Humiliés et offensés

Peu d’accessoires meublent ce huis-clos, qui n’est, de toute façon, qu’un espace mental. La forêt, ainsi, semble un champ de bataille fantasmé, avec ses troncs d’arbres nus et ses soldats fantômes, souvenir des obsédants traumatismes de la guerre. La production oscille entre le naturalisme et le fantastique, comme le protagoniste entre le réel et l’halluciné. Mais le metteur en scène tient le tragique à une certaine distance, à l’opposé de l’expressionnisme apocalyptique de William Kentridge à Bastille.

Voilà en tout cas une vraie vision de ce monde d’humiliés et d’offensés, rehaussée par une direction d’acteur au cordeau restituant à chacun sa vérité, où la vidéo ne semble pas superflue quand elle montre l’adhésion réjouie de la foule à l’abjection des dictatures, applaudissant à l’avilissement du bouc émissaire. Christian Gerhaher incarne, au sens fort du terme, un Wozzeck étonnant, pris dans le vertige de sa névrose, formidable par le jeu et le chant – celui d’un Liedersänger rompu à l’art de donner tout leur poids à la note et au mot. Belle voix que le temps a corsée, aux registres charnus et soudés, l’impeccable Malin Byström, en revanche, ne varie pas assez l’émission et n’est pas vraiment la pécheresse déchirée par la mauvaise conscience.

Beauté plastique et violence tragique

Autour d’eux, un cast des meilleurs soirs, avec de vraies figures. Peter Hoare a les aigus de chapon égorgé et la perversité du Capitaine, Brindley Sheratt effraie en médecin prenant Wozzeck pour un cobaye, le Tambour-major soldat de plomb de Thomas Blondelle trompette. Les rôles secondaires ont du relief, tels les artisans bien campés de Matthieu Toulouse et de Tomasz Kumiega ou l’opulente Margret d’Heloïse Mas.

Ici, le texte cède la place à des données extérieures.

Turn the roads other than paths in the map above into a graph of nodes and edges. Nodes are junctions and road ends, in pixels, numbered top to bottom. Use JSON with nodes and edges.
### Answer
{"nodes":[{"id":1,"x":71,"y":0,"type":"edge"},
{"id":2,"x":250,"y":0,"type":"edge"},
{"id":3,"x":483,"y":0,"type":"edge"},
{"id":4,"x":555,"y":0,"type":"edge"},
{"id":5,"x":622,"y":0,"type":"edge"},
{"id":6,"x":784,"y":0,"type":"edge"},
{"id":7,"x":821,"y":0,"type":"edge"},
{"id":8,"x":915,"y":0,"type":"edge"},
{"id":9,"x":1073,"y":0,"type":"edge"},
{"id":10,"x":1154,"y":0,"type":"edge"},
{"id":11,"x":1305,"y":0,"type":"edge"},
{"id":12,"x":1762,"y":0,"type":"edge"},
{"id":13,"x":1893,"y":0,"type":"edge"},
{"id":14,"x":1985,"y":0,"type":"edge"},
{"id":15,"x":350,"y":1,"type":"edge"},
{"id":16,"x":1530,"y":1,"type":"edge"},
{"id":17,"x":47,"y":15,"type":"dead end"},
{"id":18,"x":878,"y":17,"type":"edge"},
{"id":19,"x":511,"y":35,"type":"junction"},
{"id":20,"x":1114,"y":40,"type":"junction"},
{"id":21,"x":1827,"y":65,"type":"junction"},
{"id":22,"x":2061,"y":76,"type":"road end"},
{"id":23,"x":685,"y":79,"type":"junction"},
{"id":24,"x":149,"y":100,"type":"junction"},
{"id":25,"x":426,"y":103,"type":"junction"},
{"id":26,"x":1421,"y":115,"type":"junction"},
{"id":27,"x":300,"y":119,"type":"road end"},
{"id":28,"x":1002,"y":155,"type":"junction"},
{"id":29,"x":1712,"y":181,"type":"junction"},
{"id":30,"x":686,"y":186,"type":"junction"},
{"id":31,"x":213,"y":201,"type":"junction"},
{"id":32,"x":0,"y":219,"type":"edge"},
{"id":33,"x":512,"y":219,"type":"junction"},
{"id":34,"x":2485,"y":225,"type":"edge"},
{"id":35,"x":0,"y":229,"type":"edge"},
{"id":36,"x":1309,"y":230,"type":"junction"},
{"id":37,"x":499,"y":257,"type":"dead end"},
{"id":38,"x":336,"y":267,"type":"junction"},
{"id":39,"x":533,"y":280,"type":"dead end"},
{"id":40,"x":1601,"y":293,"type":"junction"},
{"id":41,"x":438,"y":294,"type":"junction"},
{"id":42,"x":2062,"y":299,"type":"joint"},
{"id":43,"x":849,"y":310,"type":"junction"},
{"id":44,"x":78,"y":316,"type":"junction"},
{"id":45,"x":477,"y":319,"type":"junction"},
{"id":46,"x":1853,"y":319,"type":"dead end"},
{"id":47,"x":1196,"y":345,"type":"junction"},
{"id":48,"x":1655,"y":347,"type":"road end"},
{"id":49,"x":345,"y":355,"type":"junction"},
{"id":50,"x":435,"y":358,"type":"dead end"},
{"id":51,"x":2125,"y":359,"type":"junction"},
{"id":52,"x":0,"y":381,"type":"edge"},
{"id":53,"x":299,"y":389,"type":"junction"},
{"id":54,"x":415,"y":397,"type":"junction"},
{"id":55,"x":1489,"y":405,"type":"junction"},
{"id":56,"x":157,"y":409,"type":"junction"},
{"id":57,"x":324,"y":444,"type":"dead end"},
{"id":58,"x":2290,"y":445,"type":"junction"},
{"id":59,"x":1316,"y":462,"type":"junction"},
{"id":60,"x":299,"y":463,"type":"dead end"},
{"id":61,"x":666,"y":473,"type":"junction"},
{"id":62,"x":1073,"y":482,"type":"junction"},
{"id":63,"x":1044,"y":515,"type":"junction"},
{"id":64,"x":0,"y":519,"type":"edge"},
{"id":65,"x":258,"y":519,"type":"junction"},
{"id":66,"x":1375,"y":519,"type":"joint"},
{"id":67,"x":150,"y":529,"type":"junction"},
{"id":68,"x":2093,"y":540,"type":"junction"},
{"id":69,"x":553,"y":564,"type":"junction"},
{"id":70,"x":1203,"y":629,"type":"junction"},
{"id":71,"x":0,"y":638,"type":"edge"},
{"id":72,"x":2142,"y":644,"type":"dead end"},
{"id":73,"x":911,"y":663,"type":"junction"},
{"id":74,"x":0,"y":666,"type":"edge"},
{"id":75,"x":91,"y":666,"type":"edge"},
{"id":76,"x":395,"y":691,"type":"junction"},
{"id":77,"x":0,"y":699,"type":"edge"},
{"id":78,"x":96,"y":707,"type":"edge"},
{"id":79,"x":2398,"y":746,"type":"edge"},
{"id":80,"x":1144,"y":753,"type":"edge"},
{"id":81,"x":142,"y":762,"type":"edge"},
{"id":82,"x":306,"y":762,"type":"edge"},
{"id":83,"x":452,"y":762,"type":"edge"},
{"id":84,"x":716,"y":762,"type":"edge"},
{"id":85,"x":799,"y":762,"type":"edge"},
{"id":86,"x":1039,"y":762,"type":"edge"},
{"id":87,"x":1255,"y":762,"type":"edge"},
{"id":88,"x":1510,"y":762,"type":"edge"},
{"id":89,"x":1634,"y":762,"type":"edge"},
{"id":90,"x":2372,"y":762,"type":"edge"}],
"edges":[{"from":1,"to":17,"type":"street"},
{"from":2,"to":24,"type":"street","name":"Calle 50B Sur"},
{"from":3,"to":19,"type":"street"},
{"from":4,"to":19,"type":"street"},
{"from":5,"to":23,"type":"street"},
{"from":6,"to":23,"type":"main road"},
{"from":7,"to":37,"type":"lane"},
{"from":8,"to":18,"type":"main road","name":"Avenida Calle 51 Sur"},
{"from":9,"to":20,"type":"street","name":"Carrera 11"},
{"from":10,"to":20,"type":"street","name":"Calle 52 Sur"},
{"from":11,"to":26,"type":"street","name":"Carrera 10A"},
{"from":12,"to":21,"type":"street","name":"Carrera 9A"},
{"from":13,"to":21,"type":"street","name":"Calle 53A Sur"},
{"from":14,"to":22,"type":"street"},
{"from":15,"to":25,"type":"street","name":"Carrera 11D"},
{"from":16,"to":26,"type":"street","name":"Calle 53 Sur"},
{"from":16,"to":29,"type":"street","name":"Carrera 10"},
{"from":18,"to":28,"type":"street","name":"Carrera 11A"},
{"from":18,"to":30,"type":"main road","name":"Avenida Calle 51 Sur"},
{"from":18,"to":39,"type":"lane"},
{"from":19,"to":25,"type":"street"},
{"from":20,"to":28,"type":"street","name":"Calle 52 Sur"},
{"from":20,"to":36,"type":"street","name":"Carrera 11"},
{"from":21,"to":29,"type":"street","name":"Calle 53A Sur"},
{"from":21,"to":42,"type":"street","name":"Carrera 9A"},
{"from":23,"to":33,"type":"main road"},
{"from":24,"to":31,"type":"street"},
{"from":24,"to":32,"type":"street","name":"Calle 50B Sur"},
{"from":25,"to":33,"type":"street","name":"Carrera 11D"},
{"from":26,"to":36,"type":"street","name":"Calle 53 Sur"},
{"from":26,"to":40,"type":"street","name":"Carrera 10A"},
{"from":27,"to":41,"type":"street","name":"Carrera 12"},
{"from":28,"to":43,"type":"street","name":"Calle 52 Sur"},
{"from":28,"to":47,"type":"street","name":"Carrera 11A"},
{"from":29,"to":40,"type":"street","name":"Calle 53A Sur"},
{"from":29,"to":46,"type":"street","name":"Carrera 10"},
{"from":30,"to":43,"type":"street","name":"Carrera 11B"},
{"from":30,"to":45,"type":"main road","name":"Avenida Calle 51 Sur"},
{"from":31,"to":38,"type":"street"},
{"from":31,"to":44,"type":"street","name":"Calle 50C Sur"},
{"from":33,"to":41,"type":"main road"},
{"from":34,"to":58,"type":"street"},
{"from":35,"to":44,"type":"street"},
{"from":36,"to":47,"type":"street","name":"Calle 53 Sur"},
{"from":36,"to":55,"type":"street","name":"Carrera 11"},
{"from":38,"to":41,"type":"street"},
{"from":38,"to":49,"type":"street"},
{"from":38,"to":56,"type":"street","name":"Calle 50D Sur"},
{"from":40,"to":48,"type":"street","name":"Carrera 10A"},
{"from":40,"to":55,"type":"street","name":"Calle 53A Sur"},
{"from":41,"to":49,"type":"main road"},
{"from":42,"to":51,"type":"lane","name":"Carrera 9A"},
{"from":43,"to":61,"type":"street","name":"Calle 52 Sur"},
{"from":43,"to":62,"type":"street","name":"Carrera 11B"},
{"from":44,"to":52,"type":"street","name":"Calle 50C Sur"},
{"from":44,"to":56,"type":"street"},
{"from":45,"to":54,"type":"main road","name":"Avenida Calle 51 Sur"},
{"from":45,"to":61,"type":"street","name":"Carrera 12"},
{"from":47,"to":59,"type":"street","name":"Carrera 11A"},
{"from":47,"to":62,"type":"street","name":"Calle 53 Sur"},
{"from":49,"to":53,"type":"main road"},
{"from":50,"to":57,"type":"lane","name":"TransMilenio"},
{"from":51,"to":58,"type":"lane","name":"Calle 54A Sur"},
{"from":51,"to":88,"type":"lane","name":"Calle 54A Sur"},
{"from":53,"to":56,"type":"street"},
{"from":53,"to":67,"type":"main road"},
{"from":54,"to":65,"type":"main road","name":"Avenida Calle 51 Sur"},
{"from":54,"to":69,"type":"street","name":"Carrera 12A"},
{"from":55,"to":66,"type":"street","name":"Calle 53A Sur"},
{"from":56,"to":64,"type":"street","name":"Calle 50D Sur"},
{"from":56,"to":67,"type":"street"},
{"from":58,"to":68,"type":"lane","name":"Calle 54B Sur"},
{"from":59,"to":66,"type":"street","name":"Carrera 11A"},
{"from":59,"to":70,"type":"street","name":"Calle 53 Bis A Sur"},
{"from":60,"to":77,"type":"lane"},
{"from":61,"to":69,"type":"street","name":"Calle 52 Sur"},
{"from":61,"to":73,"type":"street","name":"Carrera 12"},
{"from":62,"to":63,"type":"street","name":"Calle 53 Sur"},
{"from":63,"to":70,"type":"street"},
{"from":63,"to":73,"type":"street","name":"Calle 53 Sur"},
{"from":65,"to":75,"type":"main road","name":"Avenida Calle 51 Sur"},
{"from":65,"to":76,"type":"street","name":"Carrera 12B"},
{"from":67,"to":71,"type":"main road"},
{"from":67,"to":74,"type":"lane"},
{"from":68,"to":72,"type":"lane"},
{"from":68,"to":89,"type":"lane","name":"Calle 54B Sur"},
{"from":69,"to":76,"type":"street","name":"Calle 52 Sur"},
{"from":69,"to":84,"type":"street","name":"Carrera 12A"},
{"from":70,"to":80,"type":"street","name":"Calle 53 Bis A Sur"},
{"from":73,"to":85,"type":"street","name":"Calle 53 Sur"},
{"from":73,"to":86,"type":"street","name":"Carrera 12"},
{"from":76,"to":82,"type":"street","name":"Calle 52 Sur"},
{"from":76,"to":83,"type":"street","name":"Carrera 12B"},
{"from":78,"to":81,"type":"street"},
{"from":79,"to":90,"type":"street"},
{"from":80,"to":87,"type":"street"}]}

Loin de privilégier une noirceur décapée, Simon Rattle déploie généreusement un large éventail de couleurs à la tête d’un London Symphony Orchestra rutilant, sans se laisser prendre au piège de l’hédonisme : l’arc du drame ne se détend pas, la direction parvenant à concilier la beauté plastique et la violence tragique. Une approche plus post-romantique que moderniste, mais, comme le rappelle le chef lui-même, Berg était aussi un héritier.

Wozzeck de Berg. Aix-en-Provence, Grand Théâtre de Provence, mardi 18 juillet 2023. À revoir sur Arte jusqu’au 12 août.